:: What is being asked ::
From the data below, set down exactly the lines between the one holding "Please list the" and the one holding "Trace the roads other than paths in this map", inclusive, and no others.

=== Section Start ===

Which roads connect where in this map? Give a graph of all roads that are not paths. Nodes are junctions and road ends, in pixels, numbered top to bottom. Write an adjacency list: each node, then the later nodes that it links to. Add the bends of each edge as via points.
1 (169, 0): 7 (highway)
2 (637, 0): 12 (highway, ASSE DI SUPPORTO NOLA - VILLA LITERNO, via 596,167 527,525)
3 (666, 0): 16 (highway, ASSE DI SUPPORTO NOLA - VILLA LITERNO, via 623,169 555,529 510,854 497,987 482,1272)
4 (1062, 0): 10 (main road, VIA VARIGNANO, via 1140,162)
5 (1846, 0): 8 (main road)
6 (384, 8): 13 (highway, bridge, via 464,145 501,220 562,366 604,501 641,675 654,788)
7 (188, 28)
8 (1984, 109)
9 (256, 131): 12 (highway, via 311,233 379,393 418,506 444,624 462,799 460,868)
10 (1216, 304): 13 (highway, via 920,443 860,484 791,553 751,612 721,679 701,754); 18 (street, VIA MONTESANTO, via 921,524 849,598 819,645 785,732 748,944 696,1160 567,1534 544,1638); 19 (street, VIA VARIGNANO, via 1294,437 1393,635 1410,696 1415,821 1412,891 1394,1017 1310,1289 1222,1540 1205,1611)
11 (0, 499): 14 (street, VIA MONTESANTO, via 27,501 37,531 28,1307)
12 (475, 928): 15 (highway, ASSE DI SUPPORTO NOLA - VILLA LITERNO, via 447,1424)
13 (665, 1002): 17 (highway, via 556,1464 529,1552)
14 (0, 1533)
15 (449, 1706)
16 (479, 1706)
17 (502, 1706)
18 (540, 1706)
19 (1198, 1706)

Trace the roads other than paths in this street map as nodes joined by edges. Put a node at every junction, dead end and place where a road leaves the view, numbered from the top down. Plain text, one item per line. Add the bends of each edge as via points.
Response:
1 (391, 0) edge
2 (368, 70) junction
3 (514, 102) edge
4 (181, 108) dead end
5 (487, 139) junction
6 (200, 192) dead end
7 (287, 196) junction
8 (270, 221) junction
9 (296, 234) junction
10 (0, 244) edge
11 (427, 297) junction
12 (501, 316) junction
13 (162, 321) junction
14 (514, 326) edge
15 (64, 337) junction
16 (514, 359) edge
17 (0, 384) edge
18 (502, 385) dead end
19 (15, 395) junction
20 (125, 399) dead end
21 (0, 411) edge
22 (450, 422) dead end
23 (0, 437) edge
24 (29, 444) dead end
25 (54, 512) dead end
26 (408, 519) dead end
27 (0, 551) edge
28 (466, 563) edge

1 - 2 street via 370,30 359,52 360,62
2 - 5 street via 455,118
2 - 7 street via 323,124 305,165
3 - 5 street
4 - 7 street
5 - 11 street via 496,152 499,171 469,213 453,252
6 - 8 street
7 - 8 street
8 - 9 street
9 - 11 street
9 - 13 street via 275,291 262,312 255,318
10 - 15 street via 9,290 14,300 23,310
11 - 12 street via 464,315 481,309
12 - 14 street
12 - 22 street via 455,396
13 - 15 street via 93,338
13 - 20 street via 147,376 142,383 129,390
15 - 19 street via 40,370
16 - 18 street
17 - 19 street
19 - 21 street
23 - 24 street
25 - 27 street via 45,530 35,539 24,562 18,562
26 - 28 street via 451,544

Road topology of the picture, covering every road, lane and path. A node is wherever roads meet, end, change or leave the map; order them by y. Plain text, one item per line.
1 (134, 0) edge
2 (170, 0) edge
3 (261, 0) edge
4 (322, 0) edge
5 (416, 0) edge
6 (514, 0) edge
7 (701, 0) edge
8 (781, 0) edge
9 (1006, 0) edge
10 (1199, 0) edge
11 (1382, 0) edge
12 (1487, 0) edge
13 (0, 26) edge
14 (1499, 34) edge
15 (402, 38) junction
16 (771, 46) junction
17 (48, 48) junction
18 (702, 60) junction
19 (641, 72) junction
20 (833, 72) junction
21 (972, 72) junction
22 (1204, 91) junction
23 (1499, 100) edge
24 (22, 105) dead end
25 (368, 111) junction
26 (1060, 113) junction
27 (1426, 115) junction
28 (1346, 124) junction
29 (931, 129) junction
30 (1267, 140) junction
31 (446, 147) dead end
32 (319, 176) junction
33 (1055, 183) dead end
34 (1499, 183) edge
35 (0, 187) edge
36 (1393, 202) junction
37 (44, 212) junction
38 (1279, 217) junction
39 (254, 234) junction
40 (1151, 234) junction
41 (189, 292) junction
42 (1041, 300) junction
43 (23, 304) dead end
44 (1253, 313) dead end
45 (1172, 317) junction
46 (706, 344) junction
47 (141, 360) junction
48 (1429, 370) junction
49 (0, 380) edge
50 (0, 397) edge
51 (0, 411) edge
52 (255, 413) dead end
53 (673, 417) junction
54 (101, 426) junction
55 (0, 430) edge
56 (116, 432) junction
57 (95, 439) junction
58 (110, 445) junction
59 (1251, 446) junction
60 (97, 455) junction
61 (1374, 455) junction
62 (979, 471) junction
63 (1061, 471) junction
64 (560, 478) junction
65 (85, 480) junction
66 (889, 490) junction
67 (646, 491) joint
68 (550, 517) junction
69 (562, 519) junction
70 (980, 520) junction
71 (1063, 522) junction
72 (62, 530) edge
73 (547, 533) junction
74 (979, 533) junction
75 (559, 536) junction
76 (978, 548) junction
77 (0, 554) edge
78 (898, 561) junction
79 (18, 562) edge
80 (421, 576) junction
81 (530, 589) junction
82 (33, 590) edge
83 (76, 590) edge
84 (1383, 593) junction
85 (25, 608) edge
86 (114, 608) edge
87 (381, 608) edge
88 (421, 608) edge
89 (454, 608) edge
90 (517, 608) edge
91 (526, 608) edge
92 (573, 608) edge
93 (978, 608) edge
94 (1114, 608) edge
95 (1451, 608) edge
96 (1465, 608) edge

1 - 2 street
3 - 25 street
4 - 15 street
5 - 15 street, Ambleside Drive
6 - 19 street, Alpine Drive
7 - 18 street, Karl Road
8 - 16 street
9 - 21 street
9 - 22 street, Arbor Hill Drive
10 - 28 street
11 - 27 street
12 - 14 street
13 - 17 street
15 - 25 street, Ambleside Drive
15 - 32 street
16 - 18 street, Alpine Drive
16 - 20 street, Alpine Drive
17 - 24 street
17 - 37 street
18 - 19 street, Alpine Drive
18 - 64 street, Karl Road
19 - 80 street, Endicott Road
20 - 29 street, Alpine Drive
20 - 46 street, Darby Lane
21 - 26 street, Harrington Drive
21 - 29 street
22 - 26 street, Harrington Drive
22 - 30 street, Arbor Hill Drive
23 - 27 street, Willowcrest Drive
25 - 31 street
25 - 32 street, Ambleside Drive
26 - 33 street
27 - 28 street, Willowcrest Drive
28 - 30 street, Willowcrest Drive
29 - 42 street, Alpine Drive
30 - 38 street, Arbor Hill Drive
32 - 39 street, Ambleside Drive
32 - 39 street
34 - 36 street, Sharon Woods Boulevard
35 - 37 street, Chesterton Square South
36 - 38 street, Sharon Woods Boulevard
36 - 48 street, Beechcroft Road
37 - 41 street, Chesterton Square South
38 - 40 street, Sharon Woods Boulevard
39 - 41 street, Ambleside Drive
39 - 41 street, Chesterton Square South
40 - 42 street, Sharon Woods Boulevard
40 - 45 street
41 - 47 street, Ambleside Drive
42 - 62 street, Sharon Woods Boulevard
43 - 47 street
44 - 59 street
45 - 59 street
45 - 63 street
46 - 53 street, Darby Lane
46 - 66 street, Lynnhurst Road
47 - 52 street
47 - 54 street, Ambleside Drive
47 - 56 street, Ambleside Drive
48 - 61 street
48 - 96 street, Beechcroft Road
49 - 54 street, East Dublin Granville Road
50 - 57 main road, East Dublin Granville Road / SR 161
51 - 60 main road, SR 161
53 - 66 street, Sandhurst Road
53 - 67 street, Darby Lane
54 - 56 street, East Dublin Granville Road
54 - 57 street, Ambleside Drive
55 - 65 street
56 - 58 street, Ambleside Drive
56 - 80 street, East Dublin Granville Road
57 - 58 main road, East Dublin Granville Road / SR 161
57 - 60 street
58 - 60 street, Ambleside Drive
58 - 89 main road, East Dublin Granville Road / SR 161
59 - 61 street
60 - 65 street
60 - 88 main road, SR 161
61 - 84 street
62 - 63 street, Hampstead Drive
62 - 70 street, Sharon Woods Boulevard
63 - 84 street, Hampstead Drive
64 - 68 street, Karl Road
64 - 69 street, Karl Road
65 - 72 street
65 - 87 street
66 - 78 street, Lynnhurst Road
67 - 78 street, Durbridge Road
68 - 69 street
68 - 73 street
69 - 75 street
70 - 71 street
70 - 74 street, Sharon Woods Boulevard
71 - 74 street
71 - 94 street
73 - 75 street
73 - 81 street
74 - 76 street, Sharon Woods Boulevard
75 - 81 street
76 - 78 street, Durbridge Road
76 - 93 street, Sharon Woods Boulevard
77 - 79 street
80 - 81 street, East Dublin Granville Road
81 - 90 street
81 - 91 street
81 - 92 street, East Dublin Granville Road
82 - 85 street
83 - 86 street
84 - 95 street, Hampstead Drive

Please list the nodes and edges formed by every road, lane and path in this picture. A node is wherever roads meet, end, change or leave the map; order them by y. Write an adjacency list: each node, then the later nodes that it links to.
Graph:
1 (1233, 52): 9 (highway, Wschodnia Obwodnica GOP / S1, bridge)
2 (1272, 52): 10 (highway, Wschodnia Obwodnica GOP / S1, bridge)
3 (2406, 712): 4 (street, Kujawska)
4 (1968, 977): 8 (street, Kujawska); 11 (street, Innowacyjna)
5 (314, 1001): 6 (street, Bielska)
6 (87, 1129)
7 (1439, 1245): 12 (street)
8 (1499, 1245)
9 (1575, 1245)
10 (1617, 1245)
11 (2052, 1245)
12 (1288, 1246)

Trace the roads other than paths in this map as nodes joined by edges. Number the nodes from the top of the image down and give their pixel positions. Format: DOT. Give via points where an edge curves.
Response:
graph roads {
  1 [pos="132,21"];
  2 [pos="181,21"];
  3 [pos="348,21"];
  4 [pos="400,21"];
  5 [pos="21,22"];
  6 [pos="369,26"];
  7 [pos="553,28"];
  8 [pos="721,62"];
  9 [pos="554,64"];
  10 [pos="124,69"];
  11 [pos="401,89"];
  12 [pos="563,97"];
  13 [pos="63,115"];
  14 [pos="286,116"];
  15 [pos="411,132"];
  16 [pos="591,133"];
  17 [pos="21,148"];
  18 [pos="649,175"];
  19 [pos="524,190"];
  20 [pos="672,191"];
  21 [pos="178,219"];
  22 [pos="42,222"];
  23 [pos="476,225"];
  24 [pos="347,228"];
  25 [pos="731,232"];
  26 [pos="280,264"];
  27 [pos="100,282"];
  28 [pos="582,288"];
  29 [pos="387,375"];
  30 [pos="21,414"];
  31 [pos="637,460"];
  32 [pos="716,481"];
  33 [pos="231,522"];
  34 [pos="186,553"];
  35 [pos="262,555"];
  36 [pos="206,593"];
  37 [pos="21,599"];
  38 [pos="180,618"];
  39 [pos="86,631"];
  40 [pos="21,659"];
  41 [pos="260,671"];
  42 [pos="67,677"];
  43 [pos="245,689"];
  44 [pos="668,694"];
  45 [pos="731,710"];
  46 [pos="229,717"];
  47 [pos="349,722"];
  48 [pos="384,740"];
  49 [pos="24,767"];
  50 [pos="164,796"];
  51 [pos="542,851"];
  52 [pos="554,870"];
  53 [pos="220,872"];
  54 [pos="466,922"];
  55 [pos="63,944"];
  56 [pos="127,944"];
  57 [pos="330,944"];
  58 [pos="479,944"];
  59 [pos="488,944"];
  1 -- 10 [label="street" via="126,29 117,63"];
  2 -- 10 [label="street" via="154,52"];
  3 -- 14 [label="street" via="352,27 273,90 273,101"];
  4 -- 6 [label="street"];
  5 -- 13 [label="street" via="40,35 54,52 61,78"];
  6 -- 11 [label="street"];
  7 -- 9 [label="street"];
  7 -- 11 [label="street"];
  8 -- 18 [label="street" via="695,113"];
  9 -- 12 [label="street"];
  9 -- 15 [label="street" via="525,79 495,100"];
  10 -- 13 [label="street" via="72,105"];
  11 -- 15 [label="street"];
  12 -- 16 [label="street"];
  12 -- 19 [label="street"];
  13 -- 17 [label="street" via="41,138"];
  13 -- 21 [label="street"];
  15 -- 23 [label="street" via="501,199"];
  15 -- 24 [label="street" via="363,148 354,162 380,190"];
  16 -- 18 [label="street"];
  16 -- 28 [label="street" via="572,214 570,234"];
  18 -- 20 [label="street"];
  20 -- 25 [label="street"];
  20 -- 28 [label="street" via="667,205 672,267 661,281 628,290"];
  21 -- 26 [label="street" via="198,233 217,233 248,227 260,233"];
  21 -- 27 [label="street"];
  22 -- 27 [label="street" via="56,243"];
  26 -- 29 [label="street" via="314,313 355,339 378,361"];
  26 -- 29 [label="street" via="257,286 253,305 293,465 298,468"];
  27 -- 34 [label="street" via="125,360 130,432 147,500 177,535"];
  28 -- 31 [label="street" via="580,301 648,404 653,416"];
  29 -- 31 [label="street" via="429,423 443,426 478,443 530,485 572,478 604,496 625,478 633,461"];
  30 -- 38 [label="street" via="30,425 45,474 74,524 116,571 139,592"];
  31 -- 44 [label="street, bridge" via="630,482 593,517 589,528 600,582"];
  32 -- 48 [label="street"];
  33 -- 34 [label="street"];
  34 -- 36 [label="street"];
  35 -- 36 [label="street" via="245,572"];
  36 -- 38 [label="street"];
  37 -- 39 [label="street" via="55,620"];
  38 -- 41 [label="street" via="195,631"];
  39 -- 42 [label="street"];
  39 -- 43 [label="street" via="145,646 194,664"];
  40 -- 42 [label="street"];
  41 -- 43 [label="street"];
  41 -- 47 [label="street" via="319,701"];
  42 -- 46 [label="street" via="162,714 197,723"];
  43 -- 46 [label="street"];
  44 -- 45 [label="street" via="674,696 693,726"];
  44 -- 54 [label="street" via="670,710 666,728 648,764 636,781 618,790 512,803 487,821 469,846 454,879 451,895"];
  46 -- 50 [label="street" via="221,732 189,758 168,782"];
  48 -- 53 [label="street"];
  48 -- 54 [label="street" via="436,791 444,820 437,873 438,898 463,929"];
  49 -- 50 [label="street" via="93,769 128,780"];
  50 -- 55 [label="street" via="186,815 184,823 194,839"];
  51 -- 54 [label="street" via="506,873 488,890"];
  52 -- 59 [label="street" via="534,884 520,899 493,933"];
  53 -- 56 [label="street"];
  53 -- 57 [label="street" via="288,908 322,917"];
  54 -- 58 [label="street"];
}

=== Section End ===

:: Answer box ::
Please list the nodes and edges formed by every road, lane and path in this picture. A node is wherever roads meet, end, change or leave the map; order them by y. Write an adjacency list: each node, then the later nodes that it links to.
Graph:
1 (1233, 52): 9 (highway, Wschodnia Obwodnica GOP / S1, bridge)
2 (1272, 52): 10 (highway, Wschodnia Obwodnica GOP / S1, bridge)
3 (2406, 712): 4 (street, Kujawska)
4 (1968, 977): 8 (street, Kujawska); 11 (street, Innowacyjna)
5 (314, 1001): 6 (street, Bielska)
6 (87, 1129)
7 (1439, 1245): 12 (street)
8 (1499, 1245)
9 (1575, 1245)
10 (1617, 1245)
11 (2052, 1245)
12 (1288, 1246)

Trace the roads other than paths in this map as nodes joined by edges. Number the nodes from the top of the image down and give their pixel positions. Format: DOT. Give via points where an edge curves.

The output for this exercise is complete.